(TASK BRIEF)
Beginning at the first line of the material, output each line exactly until you reach and include the line containing "display:grid; place-items:center; height:217px;". Leave every picture out.

(DATA EXCERPTS)
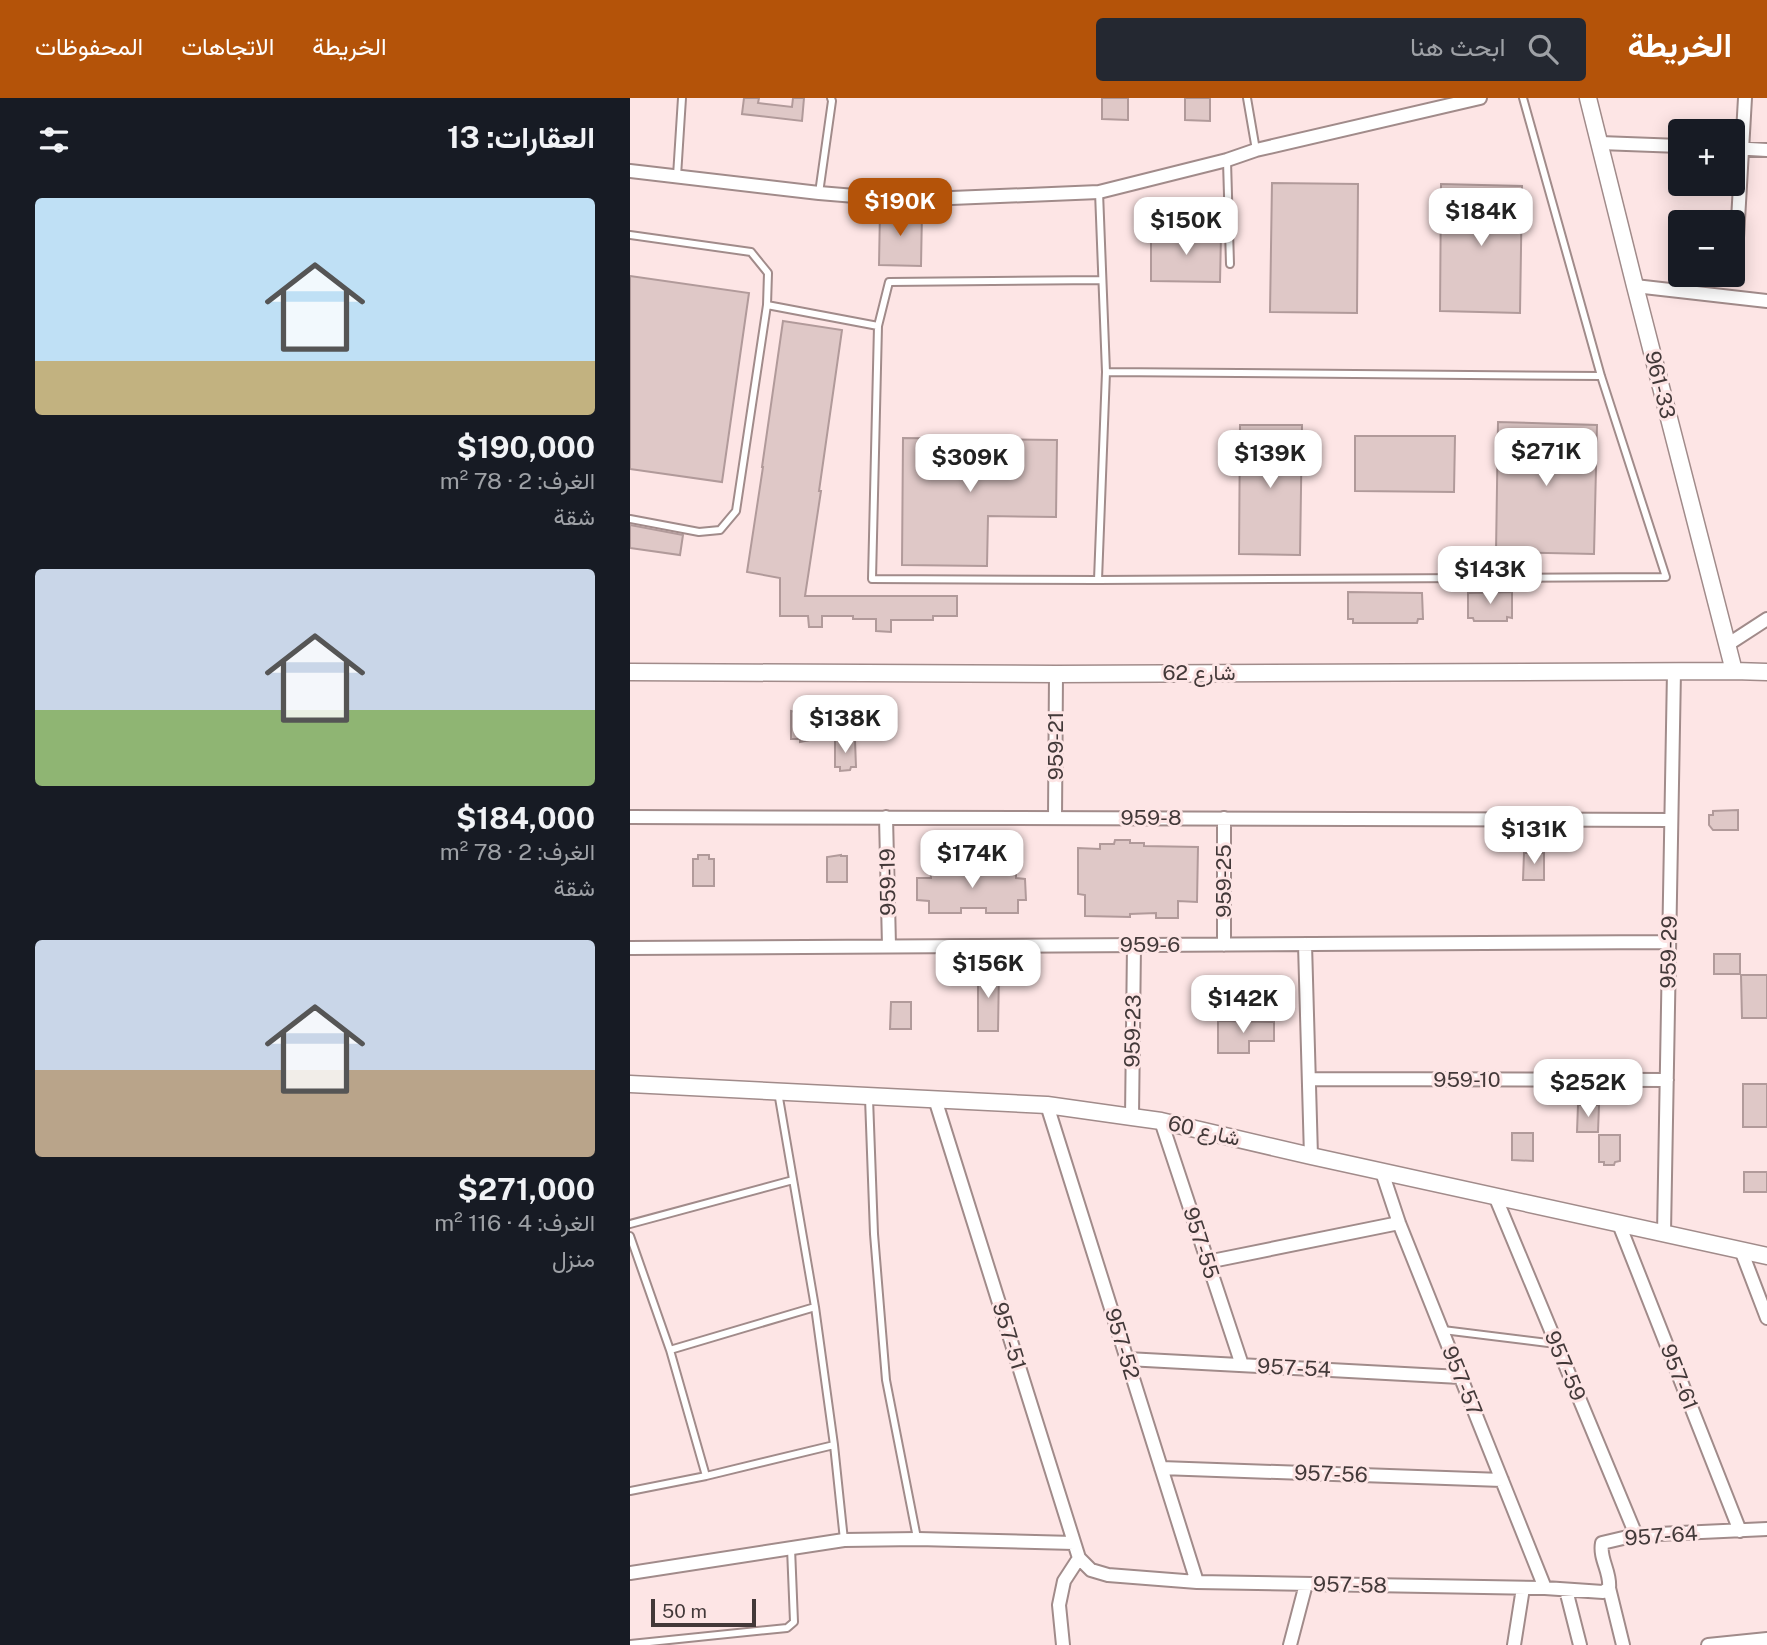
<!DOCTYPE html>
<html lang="ar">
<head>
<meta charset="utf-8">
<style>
	body { margin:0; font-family:"Public Sans",Vazirmatn,sans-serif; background:#242831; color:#f1f3f6; direction:rtl; height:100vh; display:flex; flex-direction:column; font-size:26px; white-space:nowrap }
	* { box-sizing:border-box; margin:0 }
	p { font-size:23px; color:#9ea1a6 }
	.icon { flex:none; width:38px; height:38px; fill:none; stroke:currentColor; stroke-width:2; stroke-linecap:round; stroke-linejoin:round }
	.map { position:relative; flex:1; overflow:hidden; direction:ltr }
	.panel { display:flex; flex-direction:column; background:#171b24; width:630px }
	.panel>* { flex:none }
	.controls { position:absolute; left:1038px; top:21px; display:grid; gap:14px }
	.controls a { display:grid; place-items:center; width:77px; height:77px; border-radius:7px; background:#171b24; box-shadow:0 4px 18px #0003; font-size:35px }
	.scale { position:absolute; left:21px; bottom:18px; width:105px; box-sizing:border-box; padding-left:7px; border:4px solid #433939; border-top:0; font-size:19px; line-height:24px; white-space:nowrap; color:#433939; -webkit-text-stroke:5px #fde5e5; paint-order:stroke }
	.price { position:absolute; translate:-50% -60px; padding:0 16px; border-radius:14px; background:#fff; color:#222; font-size:23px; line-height:46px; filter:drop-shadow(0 2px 4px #0008) }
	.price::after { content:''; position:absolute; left:50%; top:42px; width:21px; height:16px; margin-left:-10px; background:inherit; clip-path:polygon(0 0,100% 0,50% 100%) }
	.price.selected { background:#b45309; color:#fff }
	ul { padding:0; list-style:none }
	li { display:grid; align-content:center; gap:14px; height:371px; padding:0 35px }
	li span { display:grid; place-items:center; height:217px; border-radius:7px; color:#555 }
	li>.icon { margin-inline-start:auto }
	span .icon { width:126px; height:126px; fill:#fffc; stroke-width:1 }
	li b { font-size:30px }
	h2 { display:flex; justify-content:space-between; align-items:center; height:84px; padding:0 35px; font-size:30px }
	header { display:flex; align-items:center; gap:42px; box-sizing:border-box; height:98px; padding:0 35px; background:#b45309; color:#fff }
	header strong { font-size:33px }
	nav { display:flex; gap:38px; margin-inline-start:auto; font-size:24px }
	.search { width:490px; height:63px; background:#242831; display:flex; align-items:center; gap:18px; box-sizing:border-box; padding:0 24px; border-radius:7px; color:#9ea1a6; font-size:26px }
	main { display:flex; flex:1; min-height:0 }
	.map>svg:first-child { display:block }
</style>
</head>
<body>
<header>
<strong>الخريطة</strong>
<div class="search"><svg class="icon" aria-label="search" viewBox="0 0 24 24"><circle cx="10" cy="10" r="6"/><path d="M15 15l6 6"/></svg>ابحث هنا</div>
<nav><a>الخريطة</a><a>الاتجاهات</a><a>المحفوظات</a></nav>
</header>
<main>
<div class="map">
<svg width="1137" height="1547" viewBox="0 0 1137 1547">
	<rect width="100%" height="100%" fill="#fde5e5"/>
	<!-- building -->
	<path fill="#dfc8c7" stroke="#b19a9a" stroke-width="2" d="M 114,0 L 129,0 L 128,5 L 162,9 L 163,0 L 174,0 L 172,23 L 112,16 Z
		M 472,0 L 498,0 L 498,22 L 472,21 Z
		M 555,0 L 580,0 L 580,23 L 555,22 Z
		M 642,85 L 728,86 L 727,215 L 640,214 Z
		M 811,86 L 892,88 L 890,215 L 810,213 Z
		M 250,113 L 292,114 L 291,168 L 249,167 Z
		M 521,134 L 591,136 L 590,184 L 521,183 Z
		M 0,178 L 119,195 L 92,384 L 0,371 Z
		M 153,223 L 212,232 L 189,393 L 191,393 L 175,498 L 327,498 L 327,518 L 303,518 L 303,522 L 261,522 L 261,534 L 246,533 L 246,521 L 223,521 L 223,518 L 192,518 L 192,529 L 179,529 L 178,518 L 150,518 L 150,480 L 117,474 L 133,369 L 132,369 Z
		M 868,324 L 967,327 L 964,456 L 866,454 Z
		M 610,327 L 672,327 L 670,457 L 609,456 Z
		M 725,338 L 825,338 L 824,394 L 725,393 Z
		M 273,340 L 427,342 L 426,419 L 358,418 L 357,468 L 272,467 Z
		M 0,427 L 53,437 L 50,457 L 0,450 Z
		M 718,494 L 792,495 L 793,521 L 788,521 L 787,525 L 723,525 L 723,521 L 718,521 Z
		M 882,494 L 882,520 L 877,519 L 877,523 L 844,523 L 843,520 L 838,520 L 838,495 Z
		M 165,610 L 176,610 L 176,613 L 182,613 L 182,640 L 180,640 L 180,642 L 170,644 L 170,641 L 161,641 L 161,613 L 166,614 Z
		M 205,642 L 225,642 L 226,669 L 221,669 L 220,672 L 210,673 L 210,669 L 205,669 Z
		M 1108,712 L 1108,732 L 1083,732 L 1079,727 L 1079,717 L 1083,717 L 1083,713 Z
		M 485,742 L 500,742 L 500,745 L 514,745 L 514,748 L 568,749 L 567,804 L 548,803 L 548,820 L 526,820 L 526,815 L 500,816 L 500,819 L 455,818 L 455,797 L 448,796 L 448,750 L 470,751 L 470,746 L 484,746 Z
		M 909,751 L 909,755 L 914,755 L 914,782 L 893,782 L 894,755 L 898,755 L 899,752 Z
		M 68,757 L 79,757 L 79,761 L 84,761 L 84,788 L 63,788 L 63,761 L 68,761 Z
		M 211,757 L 211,758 L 217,758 L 217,784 L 197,784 L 197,759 Z
		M 300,768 L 330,768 L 330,777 L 358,777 L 358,769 L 386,769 L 386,780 L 395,781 L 396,802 L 388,802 L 388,815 L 356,815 L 356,810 L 331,810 L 331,815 L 299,815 L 299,803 L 287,802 L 287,780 L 301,780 Z
		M 1084,856 L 1110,856 L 1110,876 L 1084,876 Z
		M 348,871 L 369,872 L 368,933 L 348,933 Z
		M 1111,877 L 1137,877 L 1137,920 L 1112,920 Z
		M 261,904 L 281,904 L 281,931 L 260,931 Z
		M 588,923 L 644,924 L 644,943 L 619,943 L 619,955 L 588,955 Z
		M 1113,986 L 1137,986 L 1137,1029 L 1113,1029 Z
		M 948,1007 L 969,1007 L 968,1034 L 947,1034 Z
		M 882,1035 L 903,1035 L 903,1063 L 882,1062 Z
		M 969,1037 L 990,1037 L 990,1063 L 985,1064 L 984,1067 L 974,1067 L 974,1064 L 969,1064 Z
		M 1114,1074 L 1137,1074 L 1137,1094 L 1114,1094 Z"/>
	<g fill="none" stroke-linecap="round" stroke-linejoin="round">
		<defs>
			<path id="service" d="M 617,0 L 626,52
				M 597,63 L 600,166
				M 47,78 L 52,0
				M 189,95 L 202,3 L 201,0
				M 0,137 L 121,154 L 138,175 L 137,207 L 106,413 L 90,432 L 69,434 L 0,421
				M 472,182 L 259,184 L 248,228 L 242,481 L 468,482 L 1036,479 L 971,278 L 893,0
				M 137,207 L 248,228
				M 476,274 L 971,278
				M 468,482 L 476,274 L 469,94
				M 148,994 L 185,1209 L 204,1347 L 214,1442
				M 239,1000 L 244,1136 L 256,1282 L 287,1440
				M 0,1126 L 163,1082
				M 0,1138 L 40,1252 L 76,1378
				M 813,1232 L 926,1246
				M 40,1252 L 185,1209
				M 0,1393 L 76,1378 L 204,1347
				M 0,1546 L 157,1530 L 164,1524 L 161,1450"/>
			<path id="minor" d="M 970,45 L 1050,48
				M 1102,50 L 1137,52
				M 0,73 L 189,95 L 273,102 L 469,94 L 597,62 L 626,52 L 850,0
				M 1106,157 L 1115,0
				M 1005,188 L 1137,203
				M 1097,547 L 1137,521
				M 0,719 L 1041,722
				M 256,719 L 259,848
				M 425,720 L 426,576
				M 675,846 L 681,1058
				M 594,847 L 594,720
				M 0,850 L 1039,844
				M 679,981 L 1037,982
				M 305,1001 L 449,1460 L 461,1472 L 478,1477 L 567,1484 L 915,1490 L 973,1494 L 979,1490
				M 417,1007 L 567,1484
				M 502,1019 L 504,847
				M 531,1023 L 612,1267
				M 752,1074 L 769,1125 L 915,1490
				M 865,1098 L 1006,1437
				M 989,1126 L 1110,1433
				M 1034,1135 L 1044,573
				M 1111,1152 L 1137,1220
				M 577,1164 L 769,1125
				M 497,1261 L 830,1279
				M 531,1370 L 872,1382
				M 0,1475 L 214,1442 L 288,1441 L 444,1445
				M 936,1492 L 950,1547
				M 433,1547 L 429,1507 L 434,1483 L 449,1460
				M 660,1547 L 676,1486
				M 884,1547 L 893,1490
				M 993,1547 L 979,1490 C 981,1474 969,1461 972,1445 L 1006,1437 L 1137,1431
				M 1078,1547 L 1137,1541"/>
			<path id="tertiary" d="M 958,0 L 1005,188 L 1104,573
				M 0,574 L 426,576 L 1104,573 L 1137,574
				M 0,986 L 417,1007 L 502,1019 L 531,1023 L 681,1058 L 1137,1158"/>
		</defs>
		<!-- service casing -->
		<use href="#service" stroke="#a18b8a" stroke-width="10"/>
		<!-- minor casing -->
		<use href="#minor" stroke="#a18b8a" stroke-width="16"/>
		<!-- tertiary casing -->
		<use href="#tertiary" stroke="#a18b8a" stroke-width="19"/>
		<!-- service -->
		<use href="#service" stroke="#fff" stroke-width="6"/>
		<!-- minor -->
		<use href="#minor" stroke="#fff" stroke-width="12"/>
		<!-- tertiary -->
		<use href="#tertiary" stroke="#fff" stroke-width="16"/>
	</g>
	<g text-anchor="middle" stroke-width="6" stroke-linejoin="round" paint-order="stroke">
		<!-- street labels -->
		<g font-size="21" fill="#433939" stroke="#fde5e5">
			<text transform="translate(1030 287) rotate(76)" y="7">961-33</text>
			<text x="569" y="582">شارع 62</text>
			<text transform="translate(426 648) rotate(-90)" y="7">959-21</text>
			<text x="521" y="727">959-8</text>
			<text transform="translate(594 783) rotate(-90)" y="7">959-25</text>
			<text transform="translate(258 784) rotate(-91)" y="7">959-19</text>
			<text x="520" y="854">959-6</text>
			<text transform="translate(1039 854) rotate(-89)" y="7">959-29</text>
			<text transform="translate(503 933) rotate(-89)" y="7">959-23</text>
			<text x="837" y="989">959-10</text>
			<text transform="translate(574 1033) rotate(13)" y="7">شارع 60</text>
			<text transform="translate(571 1145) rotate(72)" y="7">957-55</text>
			<text transform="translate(379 1238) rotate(73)" y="7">957-51</text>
			<text transform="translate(492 1246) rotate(73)" y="7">957-52</text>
			<text transform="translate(935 1268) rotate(67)" y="7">957-59</text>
			<text transform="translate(664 1270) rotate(3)" y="7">957-54</text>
			<text transform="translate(1049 1279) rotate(69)" y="7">957-61</text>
			<text transform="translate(832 1283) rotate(68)" y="7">957-57</text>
			<text transform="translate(701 1376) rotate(2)" y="7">957-56</text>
			<text transform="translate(1031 1438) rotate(-4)" y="7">957-64</text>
			<text transform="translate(720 1487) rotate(1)" y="7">957-58</text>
		</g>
	</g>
</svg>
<div class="controls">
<a>+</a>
<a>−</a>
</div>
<div class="scale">50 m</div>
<b class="price selected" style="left:270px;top:140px">$190K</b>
<b class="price" style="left:851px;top:150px">$184K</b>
<b class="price" style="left:556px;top:159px">$150K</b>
<b class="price" style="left:916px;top:390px">$271K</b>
<b class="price" style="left:640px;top:392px">$139K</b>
<b class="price" style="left:340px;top:396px">$309K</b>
<b class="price" style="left:860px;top:508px">$143K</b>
<b class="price" style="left:215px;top:657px">$138K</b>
<b class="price" style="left:904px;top:768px">$131K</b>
<b class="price" style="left:342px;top:792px">$174K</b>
<b class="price" style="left:358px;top:902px">$156K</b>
<b class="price" style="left:613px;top:937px">$142K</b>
<b class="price" style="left:958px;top:1021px">$252K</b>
</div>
<section class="panel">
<h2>العقارات: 13<svg class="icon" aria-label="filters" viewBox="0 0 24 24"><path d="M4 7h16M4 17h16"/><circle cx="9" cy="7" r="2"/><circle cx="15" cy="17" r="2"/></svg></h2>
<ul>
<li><span style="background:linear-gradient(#bfe0f5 75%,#c2b280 0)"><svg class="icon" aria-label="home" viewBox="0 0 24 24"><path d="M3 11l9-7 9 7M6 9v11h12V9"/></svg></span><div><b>$190,000</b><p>الغرف: 2 · 78 m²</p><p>شقة</p></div></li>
<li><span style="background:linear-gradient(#c9d6e8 65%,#8fb573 0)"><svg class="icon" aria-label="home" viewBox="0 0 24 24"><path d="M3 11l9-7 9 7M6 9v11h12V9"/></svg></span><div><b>$184,000</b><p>الغرف: 2 · 78 m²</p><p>شقة</p></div></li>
<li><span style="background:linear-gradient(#c9d6e8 60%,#b9a48a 0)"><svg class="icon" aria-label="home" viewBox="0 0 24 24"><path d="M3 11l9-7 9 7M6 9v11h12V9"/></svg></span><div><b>$271,000</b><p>الغرف: 4 · 116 m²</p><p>منزل</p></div></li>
</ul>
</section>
</main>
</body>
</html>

(RESPONSE)
<!DOCTYPE html>
<html lang="ar">
<head>
<meta charset="utf-8">
<style>
	body { margin:0; font-family:"Public Sans",Vazirmatn,sans-serif; background:#242831; color:#f1f3f6; direction:rtl; height:100vh; display:flex; flex-direction:column; font-size:26px; white-space:nowrap }
	* { box-sizing:border-box; margin:0 }
	p { font-size:23px; color:#9ea1a6 }
	.icon { flex:none; width:38px; height:38px; fill:none; stroke:currentColor; stroke-width:2; stroke-linecap:round; stroke-linejoin:round }
	.map { position:relative; flex:1; overflow:hidden; direction:ltr }
	.panel { display:flex; flex-direction:column; background:#171b24; width:630px }
	.panel>* { flex:none }
	.controls { position:absolute; left:1038px; top:21px; display:grid; gap:14px }
	.controls a { display:grid; place-items:center; width:77px; height:77px; border-radius:7px; background:#171b24; box-shadow:0 4px 18px #0003; font-size:35px }
	.scale { position:absolute; left:21px; bottom:18px; width:105px; box-sizing:border-box; padding-left:7px; border:4px solid #433939; border-top:0; font-size:19px; line-height:24px; white-space:nowrap; color:#433939; -webkit-text-stroke:5px #fde5e5; paint-order:stroke }
	.price { position:absolute; translate:-50% -60px; padding:0 16px; border-radius:14px; background:#fff; color:#222; font-size:23px; line-height:46px; filter:drop-shadow(0 2px 4px #0008) }
	.price::after { content:''; position:absolute; left:50%; top:42px; width:21px; height:16px; margin-left:-10px; background:inherit; clip-path:polygon(0 0,100% 0,50% 100%) }
	.price.selected { background:#b45309; color:#fff }
	ul { padding:0; list-style:none }
	li { display:grid; align-content:center; gap:14px; height:371px; padding:0 35px }
	li span { display:grid; place-items:center; height:217px; border-radius:7px; color:#555 }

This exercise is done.